▼

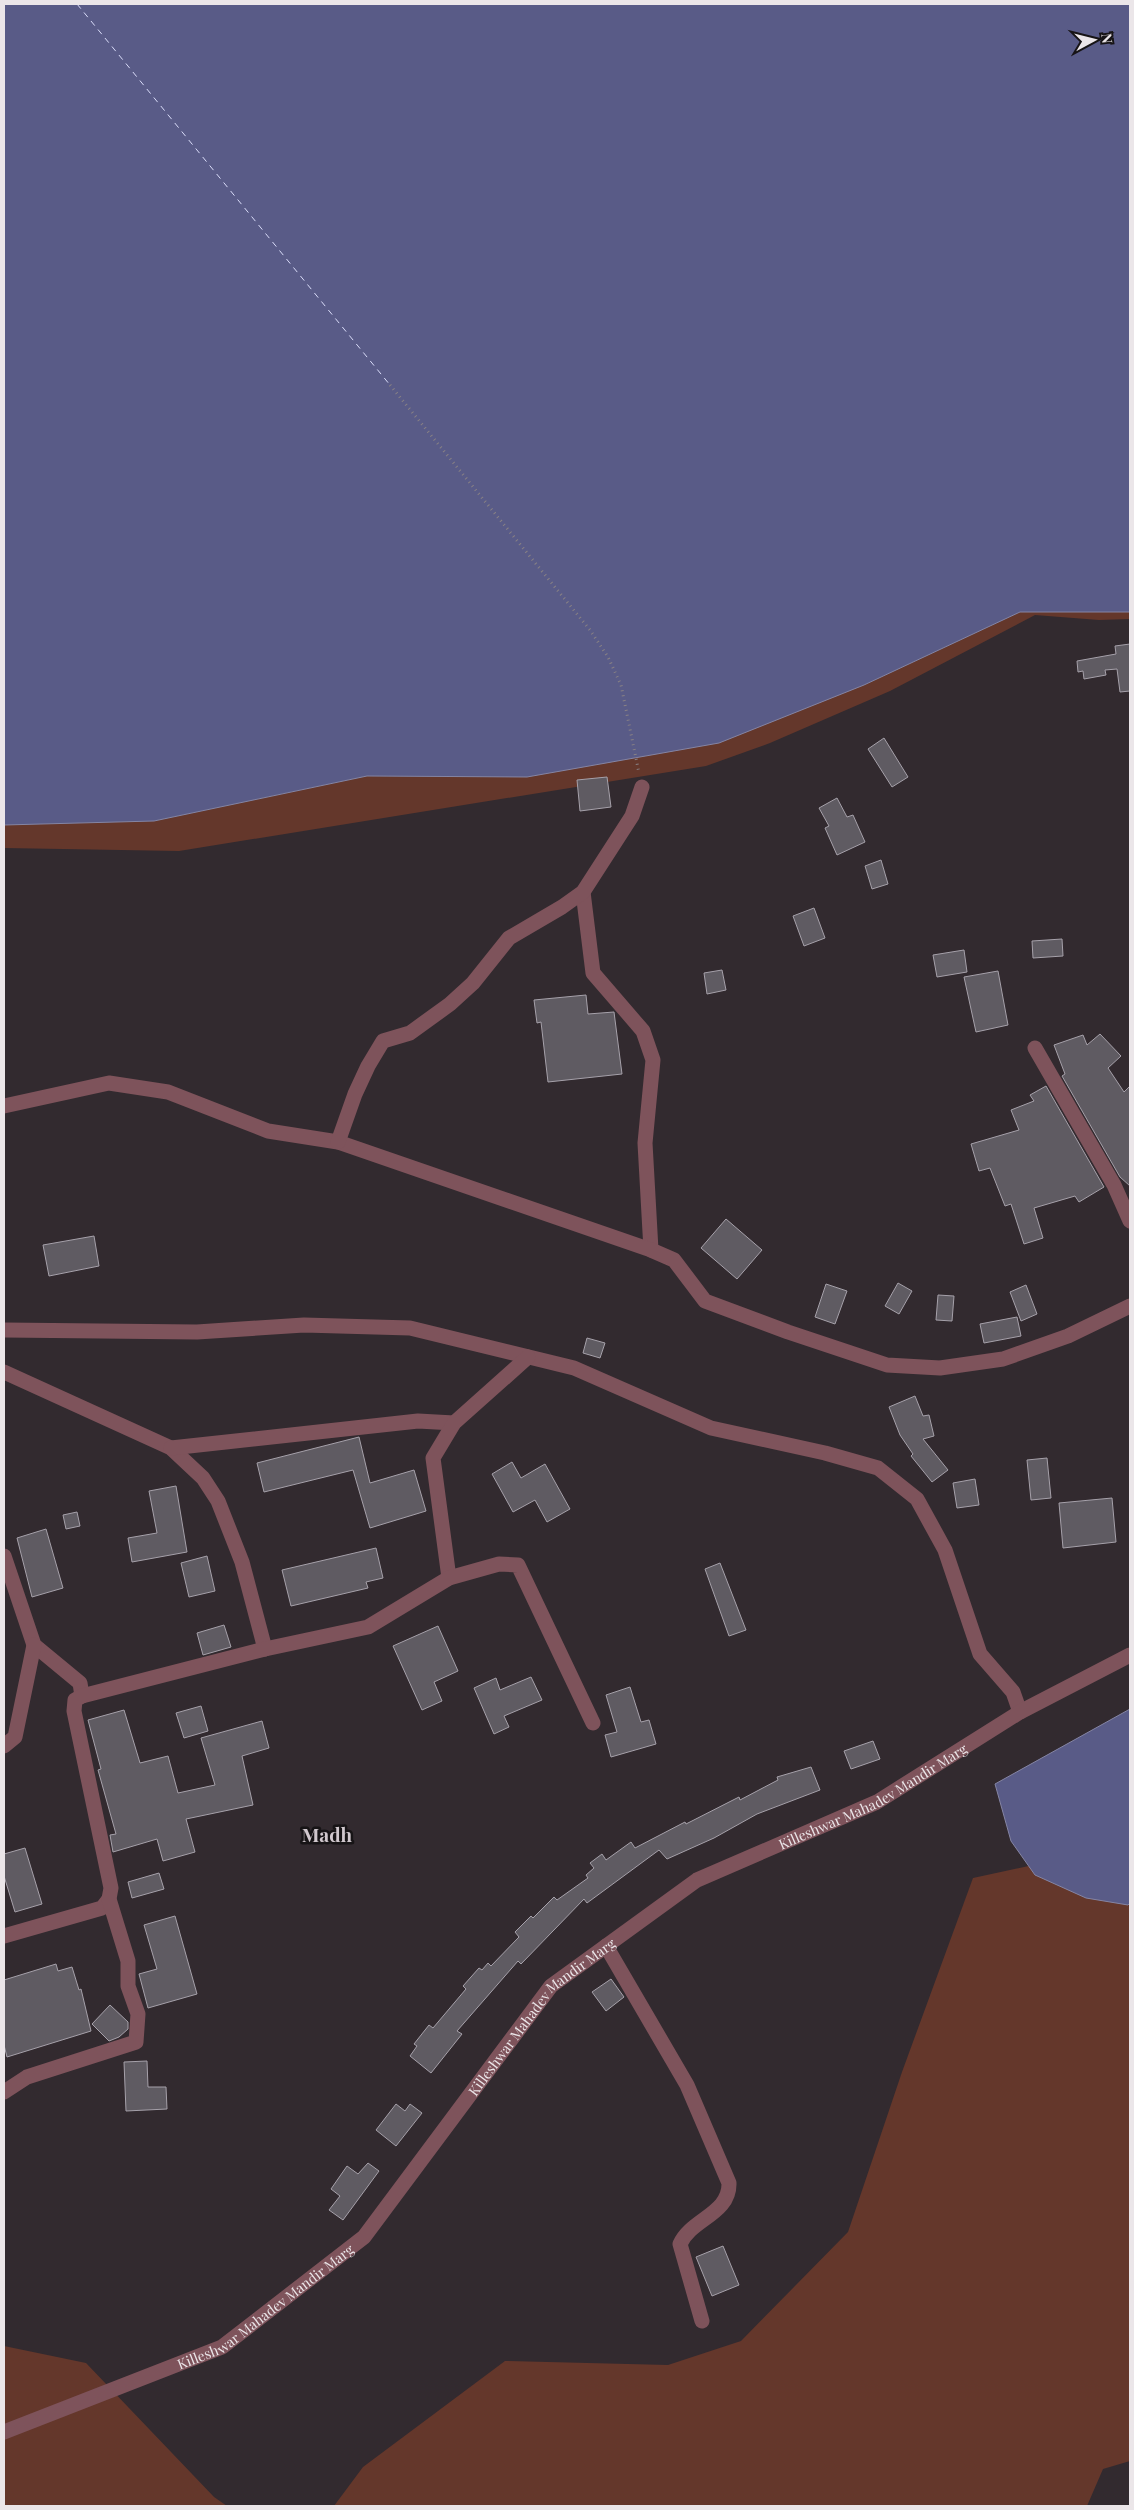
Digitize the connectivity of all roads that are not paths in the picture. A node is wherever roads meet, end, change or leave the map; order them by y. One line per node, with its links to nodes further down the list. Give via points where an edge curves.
1 (642, 787): 2 (street, via 632,816)
2 (583, 892): 5 (street, via 562,908 509,938 473,983 450,1004 410,1032 383,1042 355,1094); 7 (street, via 593,972 643,1031 652,1060 645,1143)
3 (1035, 1048): 6 (street, via 1114,1185)
4 (4, 1106): 5 (street, via 110,1083 138,1086 168,1092 268,1131)
5 (338, 1142): 7 (street)
6 (1130, 1221)
7 (651, 1250): 8 (street, via 674,1260 705,1301 888,1365 940,1368 1003,1359 1068,1336)
8 (1130, 1306)
9 (4, 1330): 10 (street, via 197,1332 304,1325 410,1328)
10 (528, 1357): 12 (street); 20 (street, via 574,1368 711,1428 825,1452 878,1468 917,1499 945,1550 980,1654 1014,1692)
11 (4, 1372): 13 (street)
12 (454, 1423): 13 (street, via 418,1421); 15 (street, via 433,1458)
13 (171, 1448): 17 (street, via 203,1478 218,1501 242,1562)
14 (4, 1556): 16 (street)
15 (449, 1578): 17 (street, via 368,1627); 21 (street, via 498,1564 518,1565)
16 (34, 1645): 19 (street, via 80,1683); 22 (street, via 15,1737)
17 (265, 1649): 19 (street)
18 (1130, 1655): 20 (street, Killeshwar Mahadev Mandir Marg)
19 (82, 1696): 23 (street, via 75,1700 74,1711 111,1888)
20 (1020, 1712): 25 (street, Killeshwar Mahadev Mandir Marg, via 877,1802 697,1880)
21 (593, 1724)
22 (4, 1746)
23 (109, 1899): 24 (street, via 102,1908); 26 (street, via 128,1961 128,1986 138,2014 136,2042 27,2077)
24 (4, 1936)
25 (606, 1946): 27 (street, via 687,2085 729,2183 730,2194 723,2205 684,2235 680,2244); 28 (street, Killeshwar Mahadev Mandir Marg, via 551,1986 364,2237 222,2347)
26 (4, 2092)
27 (702, 2322)
28 (4, 2432)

▲

* WHAT IS BEING ASKED
Using the records above, give the number of lines in which the word "Mahadev" occurs, and nothing else.

* ANSWER BOX
3